Thursday, December 19, 2013

A Trip Around The Bay

One of the most striking geological features of Silicon Valley in California is San Francisco Bay.  I have been to silicon valley many times, but I have never driven around the bay.  On Saturday I changed that.

It is December, so the days are short.  To maximize my daylight I left at 7AM, when the sun first peaked above the horizon.  I started in Mountain View, and started heading south and then circled east.

The first two caches were right by the hotel, and were puzzle caches.  This was part of an attempt to grab a challenge cache of finding 3 puzzles in a day, one of which being 25 miles from the others.

I then drove to the south east corner of the bay in a town called Fremont.  There I did 9 caches by a caching team called Tattletales. All 9 of these caches ranked among the most creative caches I have ever done, and if you ever get a chance to do a Tattletales cache run, don't walk, to GZ. You will not regret it. I won't leave spoilers for the caches, but I will say that on top of great containers and interesting field puzzles, you get led to fantastic locations like this:
I then worked my way south to Suisan Bay, where there exists a ship boneyard.  That is a place where they store old ships that they may want to reuse some day.  Visiting this place has been on my bucket list for a while, so it was nice to grab a cache nearby to mark the occasion. It is always satisfying to cross off a bucket list entry.
I was on a role.  At this stage it was right around lunch time, and I had found 20 or so caches (my record for a day of non-power-trail caching is 27), so I was doing well.  Unfortunately I ran into a big o'rolling roadblock, namely this:

This train crossed my path - the only road out of the parking lot I was in - and stopped.  I waited 30 minutes before it moved forward a few cars.  Then stopped again.  A few minutes later it moved.... backwards (queue Charlie Brown: aaaaarrrrrrgh!).
(It wasn't a total loss since I used part of that time to find a cache, and part of the time to organize tomorrows grand adventure (stay tuned!)). Eventually it moved on, and I continued on only slightly demoralized.

My next major stop was Benicia State Park, where I found my third puzzle of the day, making it a two-log cache (one for the puzzle, one for the challenge).  As a bonus I got to go on a 3 mile hike in the park in grasslands like this:
Oh, and the puzzle cache was my 28th cache for the day - so new record. Spiffy!

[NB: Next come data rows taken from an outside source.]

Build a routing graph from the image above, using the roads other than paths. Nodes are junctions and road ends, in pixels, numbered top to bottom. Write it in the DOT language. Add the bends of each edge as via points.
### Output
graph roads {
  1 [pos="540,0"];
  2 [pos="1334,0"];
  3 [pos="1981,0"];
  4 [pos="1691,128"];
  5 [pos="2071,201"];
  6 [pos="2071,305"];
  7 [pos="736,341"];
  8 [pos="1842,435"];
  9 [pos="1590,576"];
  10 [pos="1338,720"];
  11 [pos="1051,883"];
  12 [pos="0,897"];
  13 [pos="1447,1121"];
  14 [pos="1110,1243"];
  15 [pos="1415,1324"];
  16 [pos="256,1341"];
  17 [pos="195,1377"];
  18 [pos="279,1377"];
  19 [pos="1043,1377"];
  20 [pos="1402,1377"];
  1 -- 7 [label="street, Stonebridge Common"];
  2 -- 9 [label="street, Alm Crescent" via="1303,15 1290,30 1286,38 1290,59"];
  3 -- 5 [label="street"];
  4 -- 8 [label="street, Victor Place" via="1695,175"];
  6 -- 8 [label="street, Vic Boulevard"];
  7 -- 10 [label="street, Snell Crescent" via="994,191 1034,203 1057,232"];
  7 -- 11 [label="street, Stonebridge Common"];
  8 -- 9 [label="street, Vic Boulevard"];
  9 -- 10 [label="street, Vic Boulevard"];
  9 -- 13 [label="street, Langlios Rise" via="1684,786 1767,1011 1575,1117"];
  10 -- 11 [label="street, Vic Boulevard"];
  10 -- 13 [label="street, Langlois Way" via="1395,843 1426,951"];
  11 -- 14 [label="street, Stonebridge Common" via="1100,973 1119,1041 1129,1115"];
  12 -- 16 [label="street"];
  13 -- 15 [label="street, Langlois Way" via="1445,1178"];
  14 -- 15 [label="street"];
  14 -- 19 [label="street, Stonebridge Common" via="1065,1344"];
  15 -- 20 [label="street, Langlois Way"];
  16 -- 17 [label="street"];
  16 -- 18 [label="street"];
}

I was behind schedule, so I decided to skip some planned caches and simply drive around the northern end of the bay. 

I crossed over the Golden Gate Bridge  and headed into San Francisco to check out the local scenery there.

My goal was a cache near an oceanic musical instrument.  It is a wave organ, which is a series of pipes that capture the sound of the sea and pipe them up, well, pipes, so one can listen to em whilst on dry land.  Kinda cool.

The wave organ is located on a fairly long jetty, that also features a lighthouse type device:
Since I was close to sundown I decided to hang out on the jetty and watch the sun go down over the Golden Gate Bridge.  I sacrificed a few possible finds, but with a view like this (not pictured, sounds of the waves crashing upon the shore, dogs running around, and hipsters hipstering), who really cares :)  Caching is about destinations, and this my friends is one heck of a destination.
I was on a deadline tho, so eventually I moved on.  The deadline was a party for work held in deYoung Museum (in Golden Gate Park, which is oddly not by Golden Gate Bridge).  

So I spent the next few hours of art, sushi, dancers, rum'n'cokes, pretzels, and shaking hands with SVPs, I found myself outside signing a log book.
(really, this is my natural place anyway - and in my defense I was there with one of the planners of the shindig).  Afterwards I headed back to the hotel, completing a 360 one day whirl-wind tour of the bay.

Oh, and my final find count was 31 caches (we won't mention the DNF).